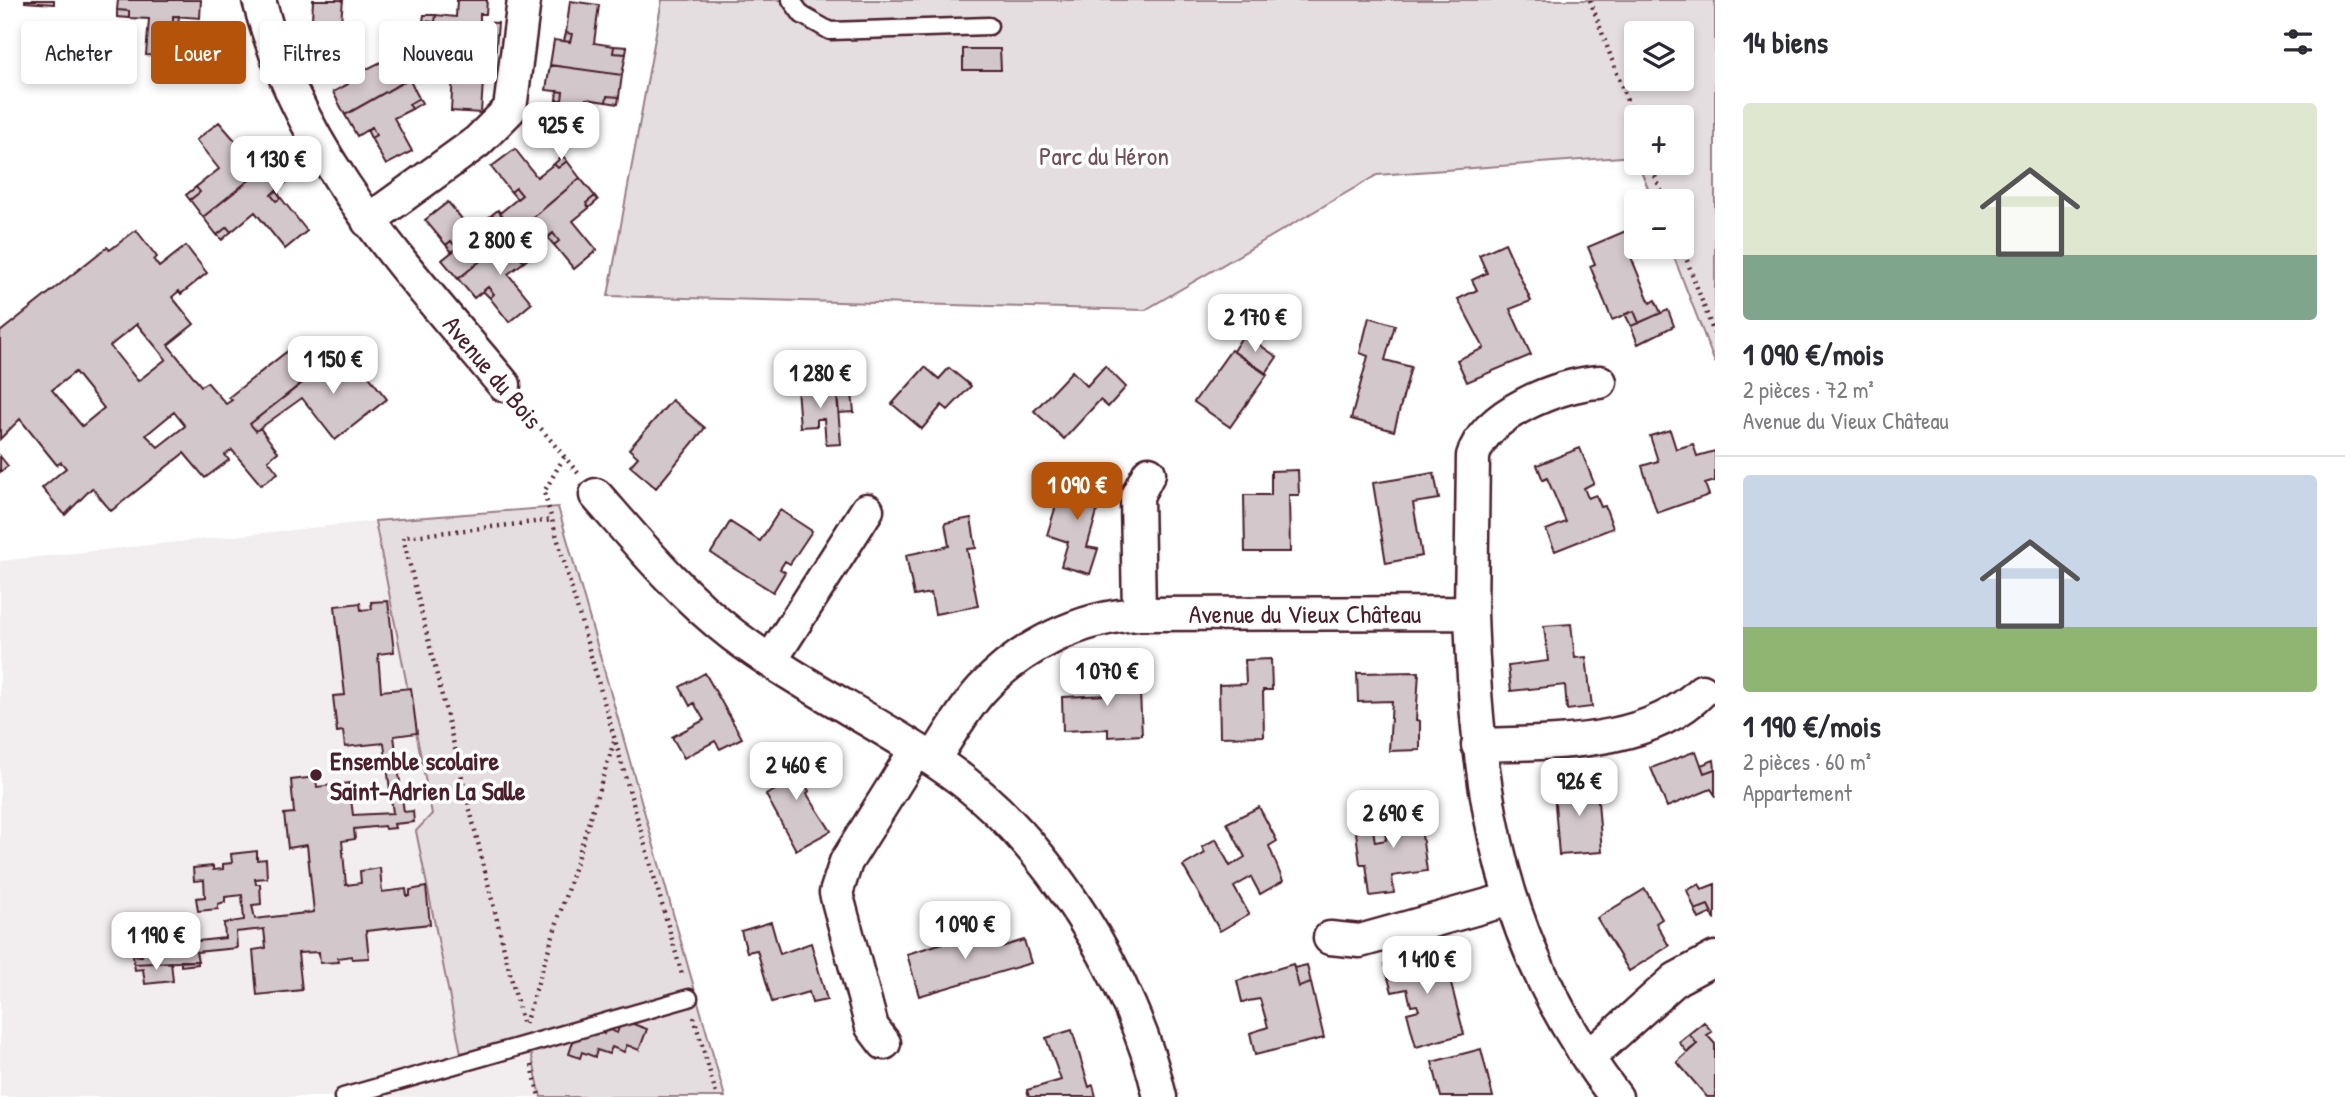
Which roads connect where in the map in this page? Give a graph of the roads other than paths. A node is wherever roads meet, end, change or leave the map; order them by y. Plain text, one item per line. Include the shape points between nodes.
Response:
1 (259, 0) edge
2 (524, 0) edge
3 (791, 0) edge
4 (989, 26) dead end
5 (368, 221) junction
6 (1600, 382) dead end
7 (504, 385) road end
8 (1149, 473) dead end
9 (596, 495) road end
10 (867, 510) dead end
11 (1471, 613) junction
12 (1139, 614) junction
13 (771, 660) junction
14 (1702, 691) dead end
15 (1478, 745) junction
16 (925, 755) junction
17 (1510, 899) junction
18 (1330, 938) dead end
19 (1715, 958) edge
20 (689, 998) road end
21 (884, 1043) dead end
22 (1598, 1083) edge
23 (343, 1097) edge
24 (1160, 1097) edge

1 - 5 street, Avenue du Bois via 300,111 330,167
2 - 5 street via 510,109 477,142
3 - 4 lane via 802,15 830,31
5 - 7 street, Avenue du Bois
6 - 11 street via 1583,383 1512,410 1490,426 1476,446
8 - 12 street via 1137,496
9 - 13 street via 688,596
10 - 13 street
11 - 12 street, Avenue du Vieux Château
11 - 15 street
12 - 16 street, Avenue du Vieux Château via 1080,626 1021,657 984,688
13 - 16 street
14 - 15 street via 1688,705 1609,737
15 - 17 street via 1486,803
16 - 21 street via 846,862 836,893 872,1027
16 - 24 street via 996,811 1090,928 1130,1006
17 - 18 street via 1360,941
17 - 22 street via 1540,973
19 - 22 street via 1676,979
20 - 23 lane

------------------------------------------------------------

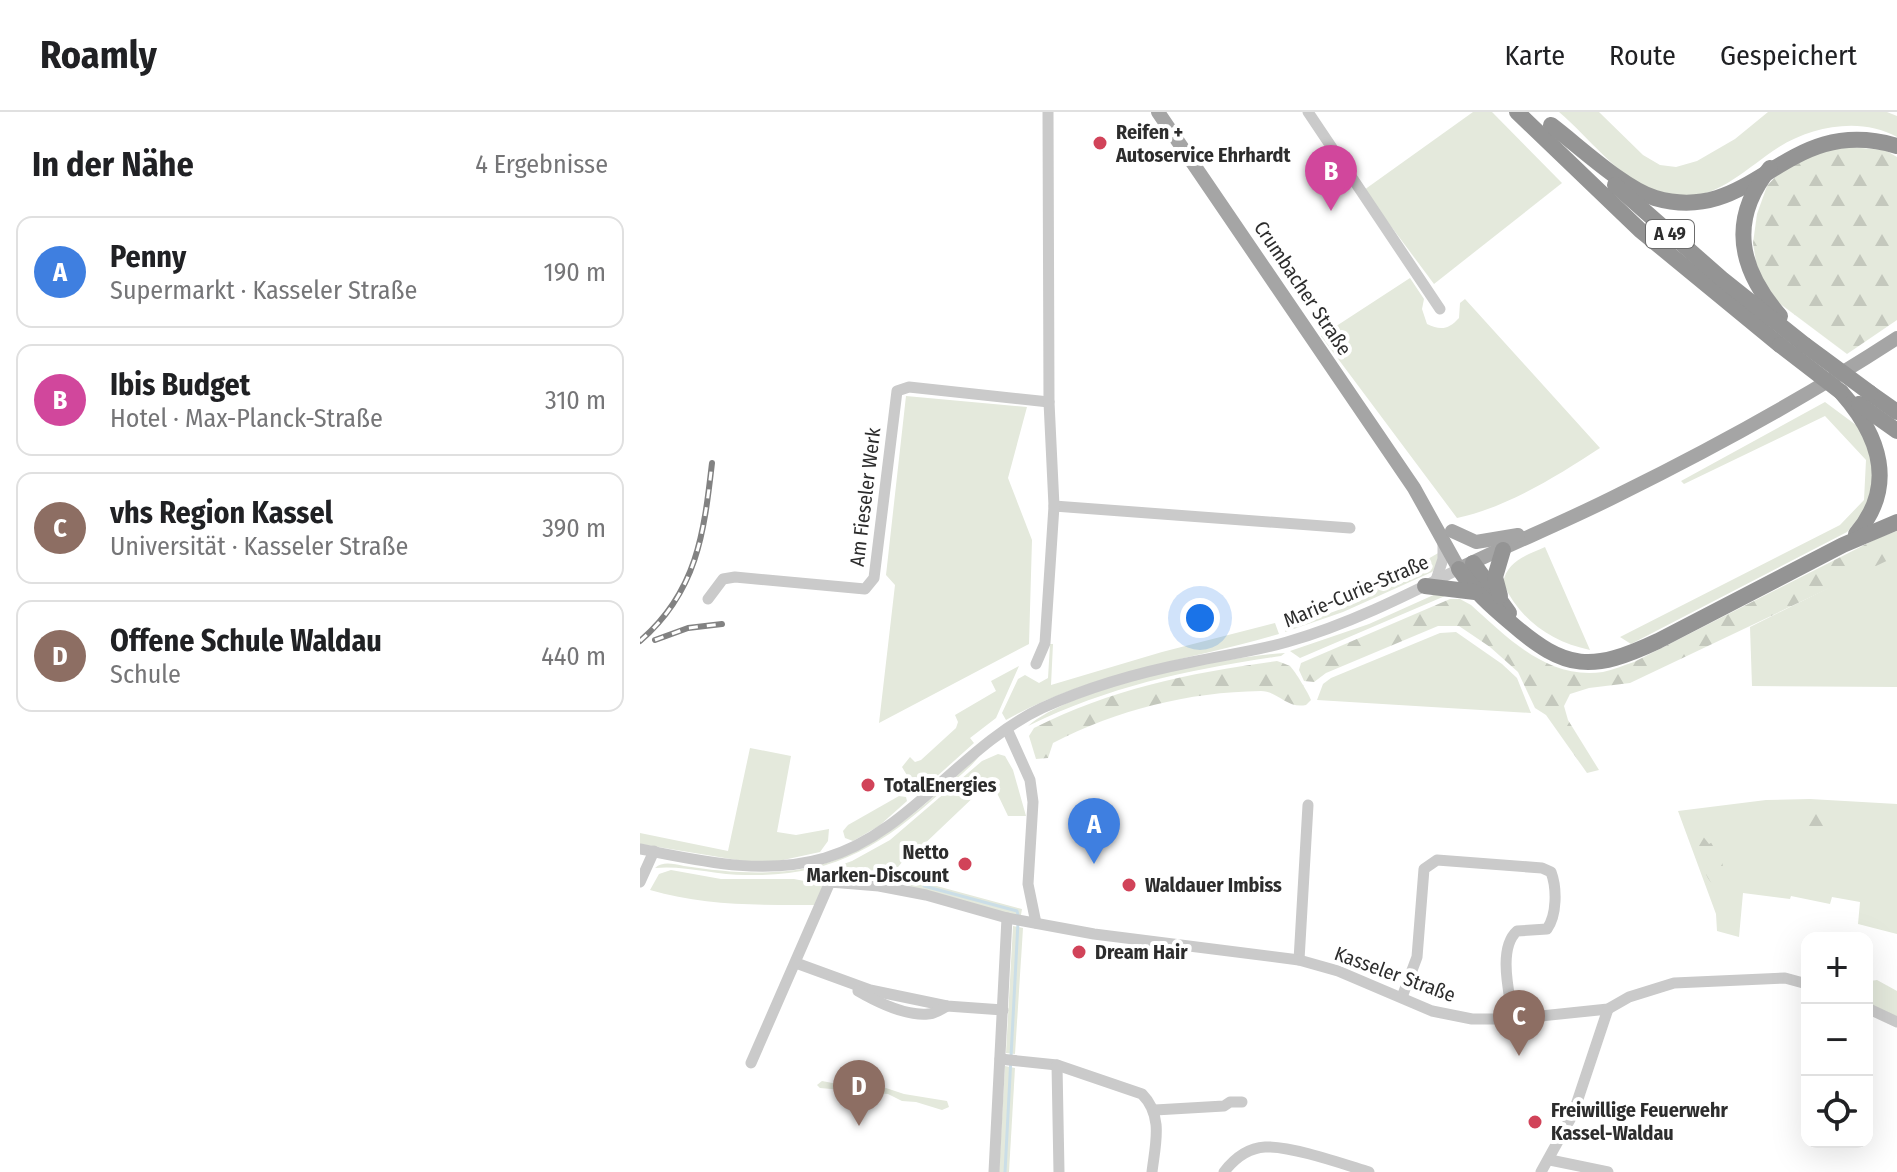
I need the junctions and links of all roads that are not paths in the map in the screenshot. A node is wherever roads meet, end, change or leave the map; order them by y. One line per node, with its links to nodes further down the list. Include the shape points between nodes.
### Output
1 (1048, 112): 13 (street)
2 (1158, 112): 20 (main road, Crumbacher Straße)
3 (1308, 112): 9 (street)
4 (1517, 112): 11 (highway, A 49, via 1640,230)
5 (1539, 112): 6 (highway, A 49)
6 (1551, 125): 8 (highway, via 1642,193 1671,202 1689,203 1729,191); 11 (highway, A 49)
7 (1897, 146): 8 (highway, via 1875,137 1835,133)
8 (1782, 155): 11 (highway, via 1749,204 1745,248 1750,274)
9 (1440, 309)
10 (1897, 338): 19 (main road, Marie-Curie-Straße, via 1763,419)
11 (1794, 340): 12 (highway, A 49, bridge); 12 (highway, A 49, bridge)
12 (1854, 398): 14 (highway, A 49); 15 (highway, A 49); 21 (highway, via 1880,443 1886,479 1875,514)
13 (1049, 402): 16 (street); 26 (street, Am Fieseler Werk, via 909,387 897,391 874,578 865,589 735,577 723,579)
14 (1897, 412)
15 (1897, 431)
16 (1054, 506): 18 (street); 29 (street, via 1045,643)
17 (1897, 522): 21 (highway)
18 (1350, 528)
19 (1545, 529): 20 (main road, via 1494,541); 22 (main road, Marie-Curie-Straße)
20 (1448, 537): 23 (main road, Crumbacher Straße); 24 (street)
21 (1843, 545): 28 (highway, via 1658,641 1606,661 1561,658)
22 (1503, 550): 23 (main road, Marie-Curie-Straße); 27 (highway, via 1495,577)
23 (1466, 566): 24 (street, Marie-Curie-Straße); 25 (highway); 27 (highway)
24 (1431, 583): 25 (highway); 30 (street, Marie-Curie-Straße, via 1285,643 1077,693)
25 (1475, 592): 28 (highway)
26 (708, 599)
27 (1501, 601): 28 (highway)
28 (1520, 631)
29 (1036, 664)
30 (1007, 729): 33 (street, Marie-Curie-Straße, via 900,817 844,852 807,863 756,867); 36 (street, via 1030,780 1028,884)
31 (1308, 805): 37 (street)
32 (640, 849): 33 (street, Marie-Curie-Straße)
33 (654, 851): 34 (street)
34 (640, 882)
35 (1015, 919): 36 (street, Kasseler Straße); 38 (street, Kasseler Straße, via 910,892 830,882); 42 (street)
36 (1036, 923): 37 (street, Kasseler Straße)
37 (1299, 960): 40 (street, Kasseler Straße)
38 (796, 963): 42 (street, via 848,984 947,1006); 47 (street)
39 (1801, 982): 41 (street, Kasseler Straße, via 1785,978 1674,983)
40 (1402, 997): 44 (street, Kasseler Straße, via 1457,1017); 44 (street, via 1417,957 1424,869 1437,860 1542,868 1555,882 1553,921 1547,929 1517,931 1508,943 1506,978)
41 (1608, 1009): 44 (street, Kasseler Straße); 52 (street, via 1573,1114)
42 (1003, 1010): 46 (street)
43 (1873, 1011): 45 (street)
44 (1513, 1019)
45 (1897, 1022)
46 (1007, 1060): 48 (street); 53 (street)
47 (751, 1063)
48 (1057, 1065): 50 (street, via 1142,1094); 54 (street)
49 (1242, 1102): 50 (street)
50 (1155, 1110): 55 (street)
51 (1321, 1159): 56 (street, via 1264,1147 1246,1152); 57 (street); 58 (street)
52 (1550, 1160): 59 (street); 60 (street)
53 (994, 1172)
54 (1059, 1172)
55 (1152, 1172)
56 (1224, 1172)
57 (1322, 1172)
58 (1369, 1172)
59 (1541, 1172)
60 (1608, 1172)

------------------------------------------------------------

◆ WHAT TO WORK ON ◆
Whenever a line of the material holds the word "order", copy it out.

◆ WRITTEN SOLUTION ◆
Which roads connect where in the map in this page? Give a graph of the roads other than paths. A node is wherever roads meet, end, change or leave the map; order them by y. Plain text, one item per line. Include the shape points between nodes.
I need the junctions and links of all roads that are not paths in the map in the screenshot. A node is wherever roads meet, end, change or leave the map; order them by y. One line per node, with its links to nodes further down the list. Include the shape points between nodes.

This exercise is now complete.